Sekte kedua, adalah mereka yang bodo amat dengan hal ini. Bagi mereka kuliah itu sendiri jauh lebih penting daripada memikirkan warna almet. Biasanya sekte ini diisi dengan anak-anak yang ambis, cuek, kalem, dan lebih rasional. Mereka percaya bahwa warna almet hanya bagian kecil dalam perkuliahan yang tidak akan pernah mempengaruhi kinerja mereka di kampus.
Mereka meyakini bahwa kehidupan kuliah harus diisi dengan kegiatan yang bermanfaat dan berguna untuk orang di sekitarnya. Seperti hadir di kelas tepat waktu, rajin ikut lomba, gabung organisasi, mendaftar magang, membuat skripsi, dan cari kerja.
Contohnya seperti ini, ada anak yang menyukai warna kuning, secara kebetulan dia malah diterima di kampus yang menggunakan warna kuning untuk almetnya. Baginya, itu bukan masalah. Cuma bonus kecil saja setelah diterima di kampus. Efek baiknya? Kehidupan kuliahnya akan aman serta nyaman.
Jangan khawatir, di sekte apapun anda berada tidak ada yang salah dan tidak ada yang benar. Semua ini hanya masalah perspektif dan sudut pandang setiap individu saja. Bagi sebagian orang, menuruti selera itu penting. Untuk beberapa orang, selera tidak terlalu penting sebab yang penting itu adalah prosesnya.

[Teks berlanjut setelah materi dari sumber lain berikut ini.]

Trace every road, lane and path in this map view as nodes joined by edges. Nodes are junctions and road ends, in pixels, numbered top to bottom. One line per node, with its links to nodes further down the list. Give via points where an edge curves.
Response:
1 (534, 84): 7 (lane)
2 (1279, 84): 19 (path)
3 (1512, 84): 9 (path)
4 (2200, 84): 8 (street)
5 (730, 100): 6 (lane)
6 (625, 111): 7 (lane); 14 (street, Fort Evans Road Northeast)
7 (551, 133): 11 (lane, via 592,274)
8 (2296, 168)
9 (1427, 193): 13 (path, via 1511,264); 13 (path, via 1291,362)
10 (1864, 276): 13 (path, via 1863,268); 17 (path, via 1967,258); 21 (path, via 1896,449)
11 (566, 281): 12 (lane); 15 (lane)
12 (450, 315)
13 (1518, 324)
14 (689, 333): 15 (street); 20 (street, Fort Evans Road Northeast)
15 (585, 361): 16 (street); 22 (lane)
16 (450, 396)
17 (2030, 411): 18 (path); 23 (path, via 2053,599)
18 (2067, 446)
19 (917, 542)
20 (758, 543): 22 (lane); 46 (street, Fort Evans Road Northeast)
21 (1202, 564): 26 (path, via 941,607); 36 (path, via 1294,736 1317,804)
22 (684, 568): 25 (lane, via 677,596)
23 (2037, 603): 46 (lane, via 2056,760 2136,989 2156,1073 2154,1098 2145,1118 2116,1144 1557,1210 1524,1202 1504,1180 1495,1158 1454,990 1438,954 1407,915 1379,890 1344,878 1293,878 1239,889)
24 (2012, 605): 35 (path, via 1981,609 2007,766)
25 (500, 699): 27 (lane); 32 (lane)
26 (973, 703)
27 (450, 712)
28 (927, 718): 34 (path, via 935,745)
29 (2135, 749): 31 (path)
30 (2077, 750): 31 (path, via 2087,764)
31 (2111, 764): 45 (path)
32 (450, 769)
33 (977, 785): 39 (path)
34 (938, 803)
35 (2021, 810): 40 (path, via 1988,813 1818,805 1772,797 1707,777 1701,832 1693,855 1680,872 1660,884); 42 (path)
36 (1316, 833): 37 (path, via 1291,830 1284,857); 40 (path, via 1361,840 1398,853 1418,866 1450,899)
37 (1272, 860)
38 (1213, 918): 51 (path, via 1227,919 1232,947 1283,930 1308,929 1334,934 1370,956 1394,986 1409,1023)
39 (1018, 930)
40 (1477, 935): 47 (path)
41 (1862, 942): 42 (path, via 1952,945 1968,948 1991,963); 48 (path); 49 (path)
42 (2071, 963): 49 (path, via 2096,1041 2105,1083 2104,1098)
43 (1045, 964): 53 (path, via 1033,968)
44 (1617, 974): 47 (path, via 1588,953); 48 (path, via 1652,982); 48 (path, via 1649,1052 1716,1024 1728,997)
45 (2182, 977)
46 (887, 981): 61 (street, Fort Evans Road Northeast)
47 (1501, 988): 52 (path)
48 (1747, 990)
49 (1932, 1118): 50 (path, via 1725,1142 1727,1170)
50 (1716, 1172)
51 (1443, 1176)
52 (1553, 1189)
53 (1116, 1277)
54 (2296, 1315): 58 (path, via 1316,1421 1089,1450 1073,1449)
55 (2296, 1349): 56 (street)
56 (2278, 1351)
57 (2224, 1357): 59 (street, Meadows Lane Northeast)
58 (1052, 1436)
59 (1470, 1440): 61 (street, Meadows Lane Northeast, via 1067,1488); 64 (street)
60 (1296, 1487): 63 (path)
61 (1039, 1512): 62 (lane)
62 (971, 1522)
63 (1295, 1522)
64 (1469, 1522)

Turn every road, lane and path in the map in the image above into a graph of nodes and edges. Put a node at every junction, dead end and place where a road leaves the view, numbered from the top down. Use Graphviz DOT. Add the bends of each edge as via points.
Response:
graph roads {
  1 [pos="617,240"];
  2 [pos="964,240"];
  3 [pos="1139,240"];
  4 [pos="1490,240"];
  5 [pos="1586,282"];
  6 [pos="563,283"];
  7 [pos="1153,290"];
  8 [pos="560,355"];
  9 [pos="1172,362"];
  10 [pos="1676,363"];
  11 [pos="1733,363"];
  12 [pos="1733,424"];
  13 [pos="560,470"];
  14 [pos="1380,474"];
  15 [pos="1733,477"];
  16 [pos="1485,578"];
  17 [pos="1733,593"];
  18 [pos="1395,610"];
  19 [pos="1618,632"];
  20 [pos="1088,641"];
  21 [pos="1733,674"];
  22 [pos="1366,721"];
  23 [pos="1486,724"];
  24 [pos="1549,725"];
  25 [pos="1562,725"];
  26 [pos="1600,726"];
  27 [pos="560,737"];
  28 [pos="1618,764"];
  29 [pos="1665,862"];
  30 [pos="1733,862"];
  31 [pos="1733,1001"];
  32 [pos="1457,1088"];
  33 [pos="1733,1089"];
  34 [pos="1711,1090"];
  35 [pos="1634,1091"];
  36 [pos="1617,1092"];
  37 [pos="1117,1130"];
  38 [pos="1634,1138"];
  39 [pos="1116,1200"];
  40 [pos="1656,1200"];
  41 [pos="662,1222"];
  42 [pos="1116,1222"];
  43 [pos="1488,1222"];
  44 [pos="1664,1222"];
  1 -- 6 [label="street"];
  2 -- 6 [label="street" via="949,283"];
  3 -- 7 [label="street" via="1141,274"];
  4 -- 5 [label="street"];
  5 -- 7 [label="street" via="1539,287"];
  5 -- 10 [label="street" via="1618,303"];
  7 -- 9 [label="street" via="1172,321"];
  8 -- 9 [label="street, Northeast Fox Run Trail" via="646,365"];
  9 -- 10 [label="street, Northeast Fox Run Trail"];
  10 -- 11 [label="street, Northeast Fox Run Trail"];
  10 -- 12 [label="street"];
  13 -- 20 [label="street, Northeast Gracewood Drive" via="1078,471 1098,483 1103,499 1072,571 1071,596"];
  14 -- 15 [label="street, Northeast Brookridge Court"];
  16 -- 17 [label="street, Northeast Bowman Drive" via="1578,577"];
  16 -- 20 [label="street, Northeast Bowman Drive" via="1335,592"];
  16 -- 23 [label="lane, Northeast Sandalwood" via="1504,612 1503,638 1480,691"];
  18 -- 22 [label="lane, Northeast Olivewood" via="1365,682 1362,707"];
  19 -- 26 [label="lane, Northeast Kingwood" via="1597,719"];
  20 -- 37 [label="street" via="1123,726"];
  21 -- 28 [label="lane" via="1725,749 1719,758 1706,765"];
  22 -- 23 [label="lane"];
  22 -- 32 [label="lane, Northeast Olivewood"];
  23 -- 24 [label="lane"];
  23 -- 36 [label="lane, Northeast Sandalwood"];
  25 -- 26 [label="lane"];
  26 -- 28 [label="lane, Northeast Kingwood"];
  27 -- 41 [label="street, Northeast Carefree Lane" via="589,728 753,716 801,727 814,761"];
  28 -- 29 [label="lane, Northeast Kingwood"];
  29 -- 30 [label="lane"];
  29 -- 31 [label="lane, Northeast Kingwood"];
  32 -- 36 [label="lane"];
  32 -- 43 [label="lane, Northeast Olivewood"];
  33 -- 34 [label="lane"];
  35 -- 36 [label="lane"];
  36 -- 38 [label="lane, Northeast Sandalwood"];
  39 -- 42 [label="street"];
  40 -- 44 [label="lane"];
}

Maka dari itu hiduplah sesuai perspektif anda. Selama tidak menyakiti siapapun maka lanjutkan. Tapi setelah dipikir-pikir unik juga bila sungguh ada orang di luar sana yang memilih kampus berdasarkan warna almet. Pasti mereka orang yang perfeksionis dan berjiwa pebisnis sejati.